Saturday 7 December 2019

John Millais Painter Part I

John Everett Millais is a very interesting painter, who pioneered the Pre Raphaelite style...  He was later criticised for “selling out” and wanting just to make money with his paintings but he was one of the best painters of that style of work.  He was born in Southampton in 1829, but his family were from Jersey in the Channel Islands and he was reared mostly there.  He loved his native island.  His Mother, who was very interested in art and music, noted his talent at an early age and encouraged it.  She was a very forceful determined woman.  The family was not very rich but comfortable.. His father lived on a private income and described himself as a gentleman.  (So Millais was not as poor as some of the other Pre Raphaelites when starting off).   Mrs Millais moved them to London so that he could have training in painting... and he became a pupil of the Royal Academy at the very early age of 11.  He was always grateful to her for her support…
The family lived in the “artistic” part of London, Bloomsbury, in Gower Street.

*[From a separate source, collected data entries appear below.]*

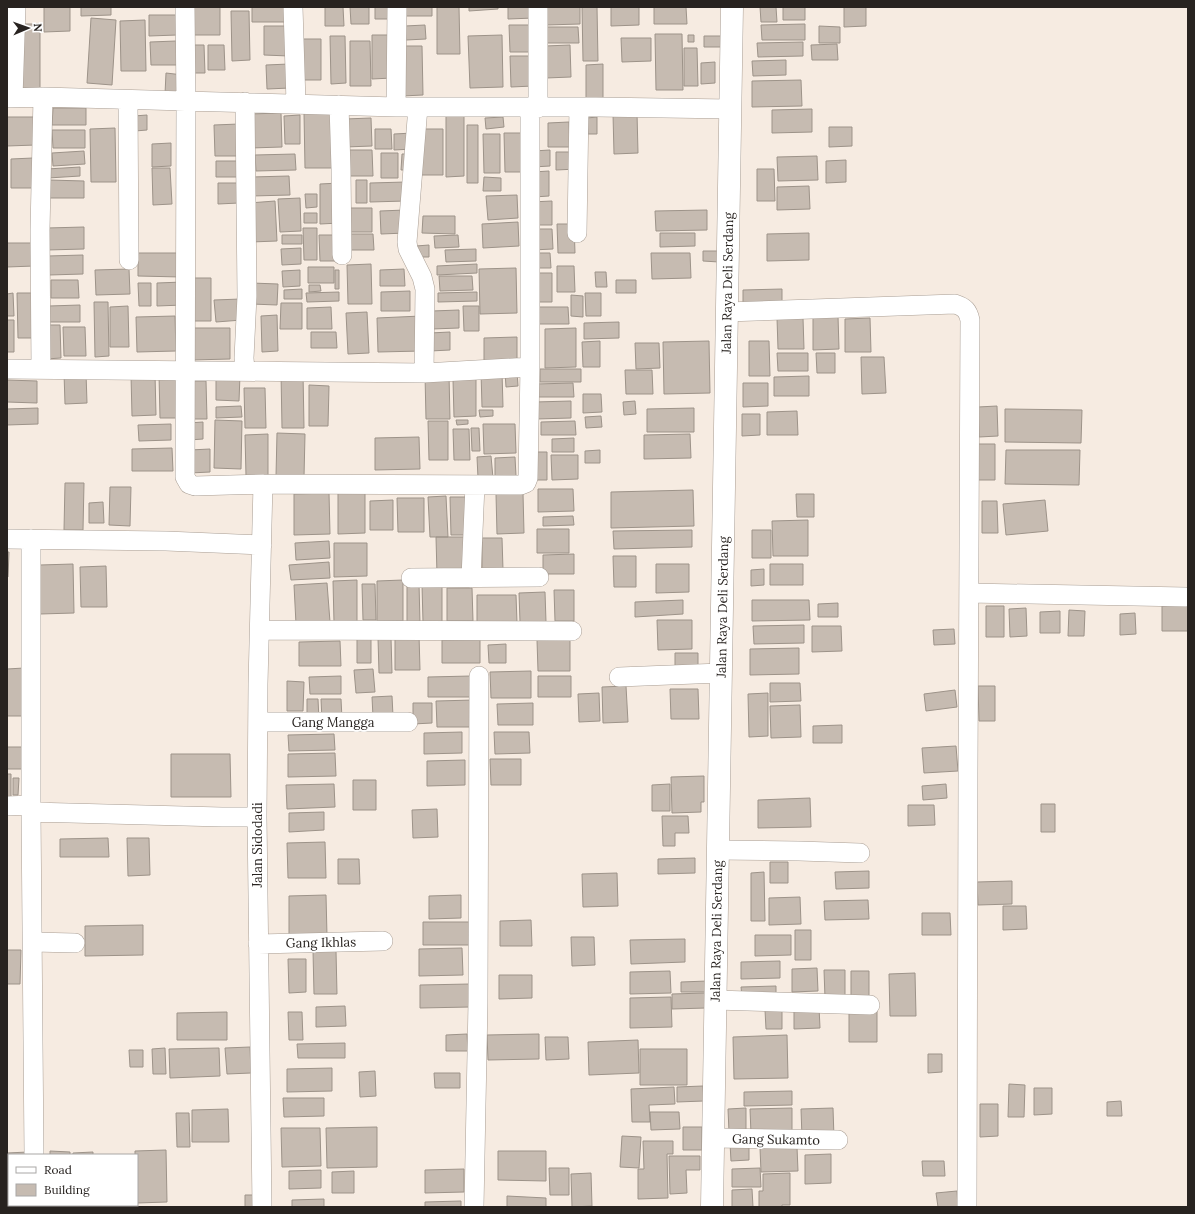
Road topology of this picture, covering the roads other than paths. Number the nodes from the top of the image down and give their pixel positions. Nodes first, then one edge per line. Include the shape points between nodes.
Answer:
1 (16, 7) edge
2 (184, 7) edge
3 (293, 7) edge
4 (397, 7) edge
5 (538, 7) edge
6 (732, 7) edge
7 (43, 97) junction
8 (10, 98) edge
9 (128, 100) junction
10 (186, 100) junction
11 (245, 102) junction
12 (296, 104) junction
13 (338, 105) junction
14 (396, 107) junction
15 (418, 107) junction
16 (579, 107) junction
17 (534, 108) junction
18 (730, 109) junction
19 (577, 233) dead end
20 (342, 255) dead end
21 (129, 260) dead end
22 (726, 312) junction
23 (530, 367) junction
24 (7, 369) edge
25 (41, 369) junction
26 (186, 371) junction
27 (245, 371) junction
28 (424, 373) junction
29 (263, 484) junction
30 (475, 485) junction
31 (7, 539) edge
32 (31, 539) junction
33 (262, 545) junction
34 (539, 577) dead end
35 (411, 578) dead end
36 (471, 578) junction
37 (969, 593) junction
38 (1186, 597) dead end
39 (260, 630) junction
40 (572, 631) dead end
41 (720, 673) junction
42 (479, 676) dead end
43 (619, 677) dead end
44 (258, 722) junction
45 (408, 722) dead end
46 (7, 806) edge
47 (31, 809) junction
48 (257, 817) junction
49 (718, 850) junction
50 (860, 853) dead end
51 (383, 941) dead end
52 (33, 942) junction
53 (75, 943) dead end
54 (258, 944) junction
55 (715, 1000) junction
56 (870, 1005) dead end
57 (713, 1138) junction
58 (838, 1140) dead end
59 (34, 1154) edge
60 (262, 1207) edge
61 (474, 1207) edge
62 (712, 1207) edge
63 (967, 1207) edge

1 - 8 street
2 - 10 street
3 - 12 street
4 - 14 street
5 - 17 street
6 - 18 main road, Jalan Raya Deli Serdang
7 - 8 street
7 - 9 street
7 - 25 street via 40,230
9 - 10 street
9 - 21 street
10 - 11 street
10 - 26 street
11 - 12 street
11 - 27 street
12 - 13 street
13 - 14 street
13 - 20 street
14 - 15 street
15 - 17 street
15 - 28 street via 407,242 425,289
16 - 17 street
16 - 18 street
16 - 19 street
17 - 23 street
18 - 22 main road, Jalan Raya Deli Serdang
22 - 37 street via 956,304 963,306 970,320
22 - 41 main road, Jalan Raya Deli Serdang
23 - 28 street
23 - 30 street via 526,483
24 - 25 street
25 - 26 street
26 - 27 street
26 - 29 street via 185,477 189,484
27 - 28 street
29 - 30 street
29 - 33 street, Jalan Sidodadi
30 - 36 street
31 - 32 street
32 - 33 street
32 - 47 street
33 - 39 street, Jalan Sidodadi
34 - 36 street
35 - 36 street
37 - 38 street
37 - 63 street
39 - 40 street
39 - 44 street, Jalan Sidodadi
41 - 43 street
41 - 49 main road, Jalan Raya Deli Serdang
42 - 61 street
44 - 45 street, Gang Mangga
44 - 48 street, Jalan Sidodadi
46 - 47 street
47 - 48 street
47 - 52 street
48 - 54 street, Jalan Sidodadi
49 - 50 street
49 - 55 main road, Jalan Raya Deli Serdang
51 - 54 street, Gang Ikhlas
52 - 53 street
52 - 59 street
54 - 60 street, Jalan Sidodadi
55 - 56 street
55 - 57 main road, Jalan Raya Deli Serdang
57 - 58 street, Gang Sukamto
57 - 62 main road, Jalan Raya Deli Serdang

At the Royal Academy he met other young painters who were rebelling against the staid training and conventionality of the place.  In 1848 Millais,  Dante Gabriel Rossetti, and Holman Hunt began to formulate ideas for a new style of art and formed the Pre Raphaelite Brotherhood.  They wanted to back to the simplicities of painting before Raphael….
They took themes from contemporary and other literature rather than the Greek and Roman Classics... and from British and European history and also from modern life. They rejected the idealistic traditions of the Academy, the use of a lot of "brown" in the colouring and the big heavy looking pictures.  They  tried to make their paintings as realistic as possible.   Millais had a great appreciation of natural beauty, and he also tried to ensure that his work was scientifically accurate.  The Pre Raphaelites often painted on subjects from Shakespeare...such as Ophelia’s drowning.  There were also paintings from Tennyson... and later on Millais worked as an illustrator of Victorian novels, including drawing the characters of Antony Trollope.